Does extern template prevent inlining of functions?

Tags:

I'm not entirely clear on how the new extern template feature is meant to work in C++11. I understand that it is intended to help speed up compilation time, and simplify linking issues with shared libraries. Does that mean that the compiler does not even parse the function body, forcing a non-inlined call to be made? Or does it simply instruct the compiler to not generate an actual method body when a non-inlined call is made? Obviously, link-time code generation not withstanding.

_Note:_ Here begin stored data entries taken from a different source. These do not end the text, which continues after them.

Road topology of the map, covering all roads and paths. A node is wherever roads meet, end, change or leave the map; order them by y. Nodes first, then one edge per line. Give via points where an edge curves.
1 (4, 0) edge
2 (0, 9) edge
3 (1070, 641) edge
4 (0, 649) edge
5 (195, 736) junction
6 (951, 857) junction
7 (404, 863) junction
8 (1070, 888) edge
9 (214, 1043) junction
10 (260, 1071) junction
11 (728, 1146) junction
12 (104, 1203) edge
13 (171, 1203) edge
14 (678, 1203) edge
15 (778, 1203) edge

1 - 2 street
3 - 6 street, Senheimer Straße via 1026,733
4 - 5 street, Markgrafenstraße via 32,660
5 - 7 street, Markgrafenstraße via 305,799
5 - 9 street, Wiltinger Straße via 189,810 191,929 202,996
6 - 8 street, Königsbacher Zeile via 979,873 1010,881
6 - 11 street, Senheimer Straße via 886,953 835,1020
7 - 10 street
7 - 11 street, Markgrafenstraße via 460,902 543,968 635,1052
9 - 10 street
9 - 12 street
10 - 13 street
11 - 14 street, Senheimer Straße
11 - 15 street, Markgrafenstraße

As a concrete example of where the difference might matter, consider a function that operates on an incomplete type.

//Common header
template<typename T>
void DeleteMe(T* t) {
    delete t;
}

struct Incomplete;
extern template void DeleteMe(Incomplete*);

//Implementation file 1
#include common_header
struct Incomplete { };
template void DeleteMe(Incomplete*);

//Implementation file 2
#include common_header
int main() {
   Incomplete* p = factory_function_not_shown();
   DeleteMe(p);
}

Within "Implementation file 2", it is unsafe to delete a pointer to Incomplete. So an inlined version of DeleteMe would fail. But if it is left as an actual function call, and the function itself were generated within "Implementation file 1", everything will work correctly.

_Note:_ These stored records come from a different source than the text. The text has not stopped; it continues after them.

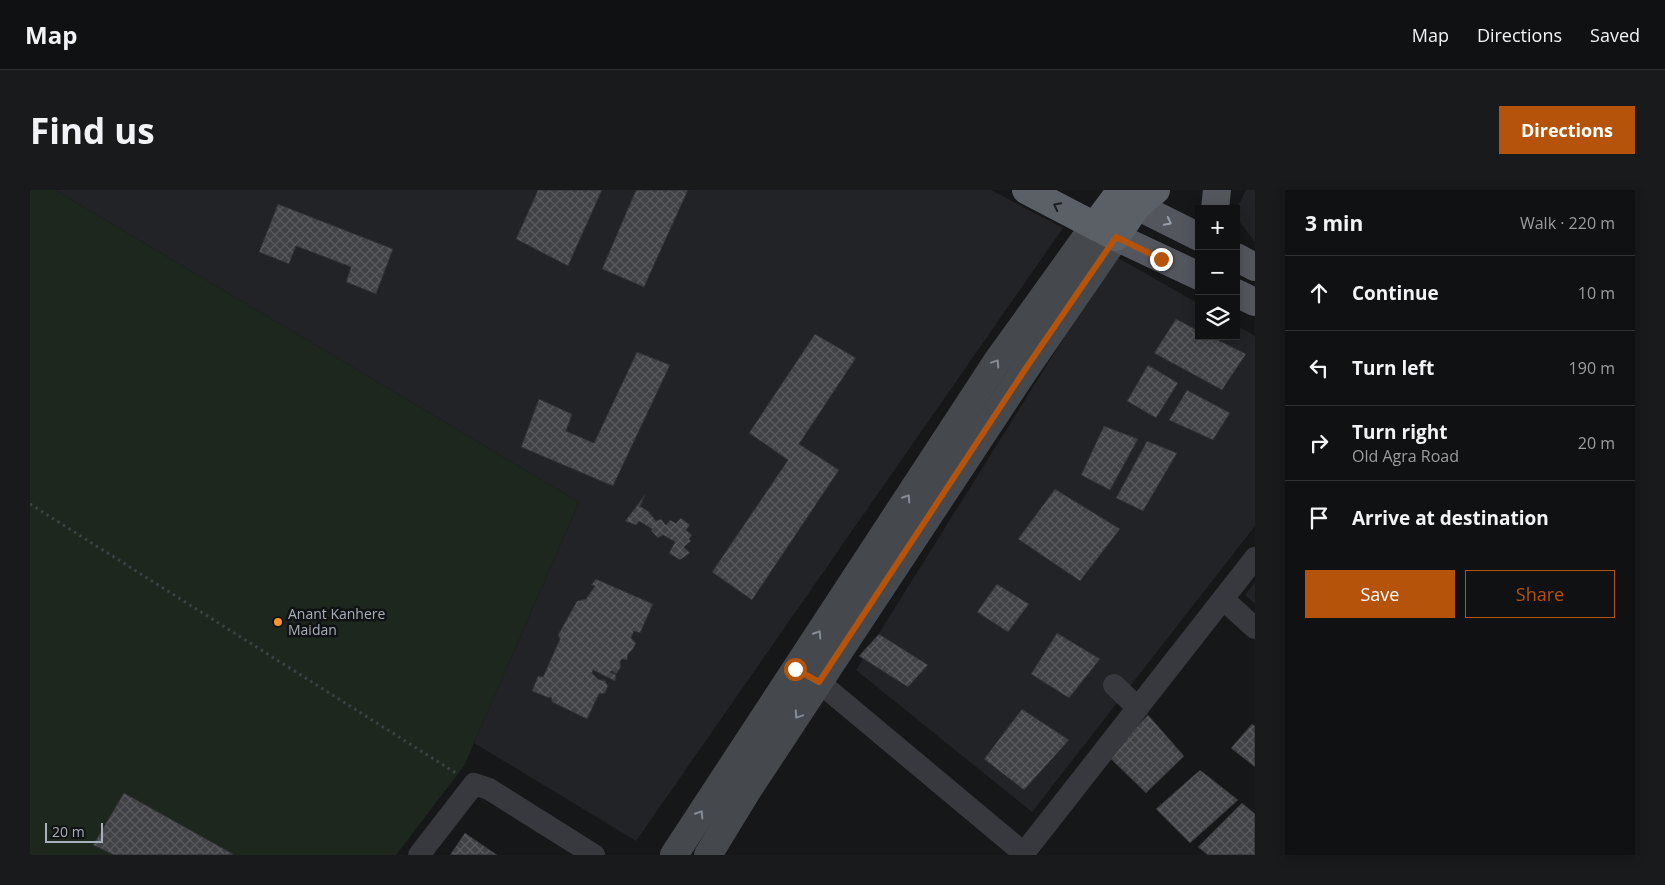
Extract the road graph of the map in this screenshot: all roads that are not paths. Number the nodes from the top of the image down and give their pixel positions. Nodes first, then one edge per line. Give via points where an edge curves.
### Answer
1 (1026, 190) edge
2 (1217, 190) edge
3 (1128, 194) edge
4 (1215, 205) edge
5 (1105, 231) junction
6 (1195, 235) edge
7 (1240, 259) edge
8 (1255, 267) edge
9 (1195, 274) edge
10 (1240, 295) edge
11 (1255, 302) edge
12 (1255, 558) edge
13 (1223, 599) junction
14 (1255, 628) edge
15 (1159, 659) dead end
16 (795, 669) junction
17 (819, 682) junction
18 (1157, 684) junction
19 (1114, 685) dead end
20 (1138, 708) junction
21 (1025, 854) edge
22 (419, 855) edge
23 (594, 855) edge
24 (674, 855) edge
25 (708, 855) edge

5 -> 1 highway
2 - 4 main road
3 - 5 highway
3 -> 6 main road
5 - 9 main road
16 -> 5 main road via 998,360
5 - 17 main road via 1026,368
7 - 8 main road
10 - 11 main road
12 - 13 street
13 - 14 street
13 - 18 street
15 - 18 street
16 - 17 street
24 -> 16 main road
17 - 21 street
17 -> 25 main road
18 - 20 street
19 - 20 street
20 - 21 street
22 - 23 street via 474,784 489,789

As a corollary, are the rules the same for member functions of templated classes with a similar extern template class declaration?

For experimental purposes, MSVC produces the correct output to the above code, but if the extern line is removed generates a warning about deleting an incomplete type. However, this is the remnants of a non-standard extension they introduced years ago so I'm not sure how much I can trust this behavior. I don't have access to any other build environments to experiment on [save ideone et al, but being limited to one translation unit is rather limiting in this case].

631

asked Jul 17 '11 19:07

Dennis Zickefoose

3 Answers

The idea behind extern templates is to make explicit template instantiations more useful.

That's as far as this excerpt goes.